Review: The Orphanage

Guillermo Del Toro may only be listed as producer for this award-winning Spanish chiller (directed by newcomer Juan Antonio Bayona), but the crisp, elegant visuals and poignant supernatural themes have his magical fingerprints all over. This would be a worthy addition to his own canon, had he been at the helm, and that’s high praise.

The set-up may sound familiar – spooky old house with sinister past, kids seeing dead people, freaky sack masks and so on. But far from a workaday ‘things that go bump’ exercise, this is horror with heart. Like Nic Roeg’s grief-stricken ’70s creep-out Don’t Look Now or indeed Cronos – Del Toro’s 1993 tale of love, faith and blood-sucking – The Orphanage is as sadly moving as it is frightening, and builds to a heart-rending emotional climax.

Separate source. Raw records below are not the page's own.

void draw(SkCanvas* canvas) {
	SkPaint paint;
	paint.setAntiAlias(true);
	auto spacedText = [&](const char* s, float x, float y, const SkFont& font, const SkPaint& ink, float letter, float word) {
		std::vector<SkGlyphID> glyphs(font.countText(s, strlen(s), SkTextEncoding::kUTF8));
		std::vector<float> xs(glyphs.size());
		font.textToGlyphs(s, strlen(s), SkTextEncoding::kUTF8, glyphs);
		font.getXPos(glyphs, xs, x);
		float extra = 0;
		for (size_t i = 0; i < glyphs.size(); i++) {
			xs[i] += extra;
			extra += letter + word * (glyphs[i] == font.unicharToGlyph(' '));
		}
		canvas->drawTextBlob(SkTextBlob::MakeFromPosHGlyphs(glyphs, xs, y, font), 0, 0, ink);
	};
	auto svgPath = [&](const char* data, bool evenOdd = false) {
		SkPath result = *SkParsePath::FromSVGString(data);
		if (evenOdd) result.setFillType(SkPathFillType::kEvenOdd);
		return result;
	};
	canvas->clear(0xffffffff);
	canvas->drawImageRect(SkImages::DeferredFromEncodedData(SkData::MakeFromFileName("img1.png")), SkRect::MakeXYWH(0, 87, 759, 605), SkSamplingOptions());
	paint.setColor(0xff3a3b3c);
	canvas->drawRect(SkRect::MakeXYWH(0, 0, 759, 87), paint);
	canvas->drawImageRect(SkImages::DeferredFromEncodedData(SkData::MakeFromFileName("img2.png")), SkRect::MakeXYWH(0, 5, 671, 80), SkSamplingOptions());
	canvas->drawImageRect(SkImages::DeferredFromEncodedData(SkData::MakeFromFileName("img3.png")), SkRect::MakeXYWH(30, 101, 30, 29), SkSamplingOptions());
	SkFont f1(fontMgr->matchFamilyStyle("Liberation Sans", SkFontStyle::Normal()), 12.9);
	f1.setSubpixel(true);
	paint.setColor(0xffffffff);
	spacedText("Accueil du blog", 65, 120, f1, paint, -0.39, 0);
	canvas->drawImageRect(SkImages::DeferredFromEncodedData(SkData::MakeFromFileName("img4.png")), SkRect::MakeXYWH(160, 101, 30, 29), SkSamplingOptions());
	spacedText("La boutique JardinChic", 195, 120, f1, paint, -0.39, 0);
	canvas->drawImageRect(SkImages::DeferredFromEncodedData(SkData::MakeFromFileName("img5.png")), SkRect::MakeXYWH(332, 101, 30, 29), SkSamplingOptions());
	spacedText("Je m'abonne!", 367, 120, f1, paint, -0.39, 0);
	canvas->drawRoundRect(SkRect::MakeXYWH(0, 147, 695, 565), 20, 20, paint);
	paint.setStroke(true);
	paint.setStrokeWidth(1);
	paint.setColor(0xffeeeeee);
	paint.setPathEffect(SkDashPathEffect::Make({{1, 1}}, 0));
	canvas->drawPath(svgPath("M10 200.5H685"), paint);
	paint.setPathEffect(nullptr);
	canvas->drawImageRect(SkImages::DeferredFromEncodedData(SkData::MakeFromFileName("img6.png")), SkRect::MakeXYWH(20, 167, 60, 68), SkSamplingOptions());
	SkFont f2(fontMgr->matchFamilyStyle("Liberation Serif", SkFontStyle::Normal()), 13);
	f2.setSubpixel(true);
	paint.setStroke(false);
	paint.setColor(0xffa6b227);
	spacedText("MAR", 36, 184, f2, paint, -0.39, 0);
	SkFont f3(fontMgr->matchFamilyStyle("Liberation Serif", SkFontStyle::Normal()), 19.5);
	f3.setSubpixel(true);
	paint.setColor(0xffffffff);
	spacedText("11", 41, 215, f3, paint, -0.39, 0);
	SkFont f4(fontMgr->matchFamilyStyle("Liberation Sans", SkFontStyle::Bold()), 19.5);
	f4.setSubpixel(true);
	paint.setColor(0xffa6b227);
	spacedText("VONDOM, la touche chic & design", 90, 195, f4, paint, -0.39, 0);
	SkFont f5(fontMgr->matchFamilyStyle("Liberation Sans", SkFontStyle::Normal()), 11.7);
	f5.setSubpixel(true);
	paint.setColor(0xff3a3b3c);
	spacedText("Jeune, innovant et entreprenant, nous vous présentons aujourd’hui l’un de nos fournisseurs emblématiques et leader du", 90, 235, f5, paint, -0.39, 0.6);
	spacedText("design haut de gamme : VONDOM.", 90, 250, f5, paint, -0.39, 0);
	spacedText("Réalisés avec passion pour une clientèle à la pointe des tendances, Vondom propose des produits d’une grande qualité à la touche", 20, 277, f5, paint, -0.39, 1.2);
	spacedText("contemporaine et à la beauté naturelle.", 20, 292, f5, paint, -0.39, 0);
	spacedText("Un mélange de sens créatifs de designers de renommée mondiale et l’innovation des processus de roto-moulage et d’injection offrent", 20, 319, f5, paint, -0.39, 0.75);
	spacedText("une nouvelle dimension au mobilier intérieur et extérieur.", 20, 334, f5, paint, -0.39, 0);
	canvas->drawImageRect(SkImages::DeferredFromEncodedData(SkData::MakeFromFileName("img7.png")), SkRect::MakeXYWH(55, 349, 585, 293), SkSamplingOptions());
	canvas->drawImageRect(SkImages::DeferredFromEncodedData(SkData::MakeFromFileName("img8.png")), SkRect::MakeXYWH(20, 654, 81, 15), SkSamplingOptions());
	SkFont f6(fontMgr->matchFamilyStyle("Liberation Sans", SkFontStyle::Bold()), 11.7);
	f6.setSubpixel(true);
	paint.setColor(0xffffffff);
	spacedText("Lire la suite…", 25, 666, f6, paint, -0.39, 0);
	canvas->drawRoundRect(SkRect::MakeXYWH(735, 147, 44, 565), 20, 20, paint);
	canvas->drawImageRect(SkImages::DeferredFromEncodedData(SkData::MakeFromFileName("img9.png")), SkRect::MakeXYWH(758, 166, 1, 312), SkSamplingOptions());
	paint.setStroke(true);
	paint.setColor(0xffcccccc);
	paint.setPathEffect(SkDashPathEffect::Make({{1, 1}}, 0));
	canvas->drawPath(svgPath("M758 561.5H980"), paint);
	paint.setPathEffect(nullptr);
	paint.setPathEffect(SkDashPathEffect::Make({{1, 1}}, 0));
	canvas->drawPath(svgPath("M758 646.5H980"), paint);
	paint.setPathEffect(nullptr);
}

That said, when things do get jumpy, make sure you’ve got a spare pair of underpants handy – it’s skidmarks central. Through masterful timing and superb sound design (silence is so much scarier than noise), Bayona has wrung the maximum level of tension out of some time-honoured techniques. And by keeping the amount of distracting CGI under careful control, everything feels so much more tangible and terrifying.

Oddly, it’s been reported in some places that Del Toro will produce an English language remake of this too – but that would be a pointless endeavour. The Orphanage is gracefully shot, perfectly paced, wonderfully acted and scary as hell – a magnificent directorial debut. Can’t they just leave it be?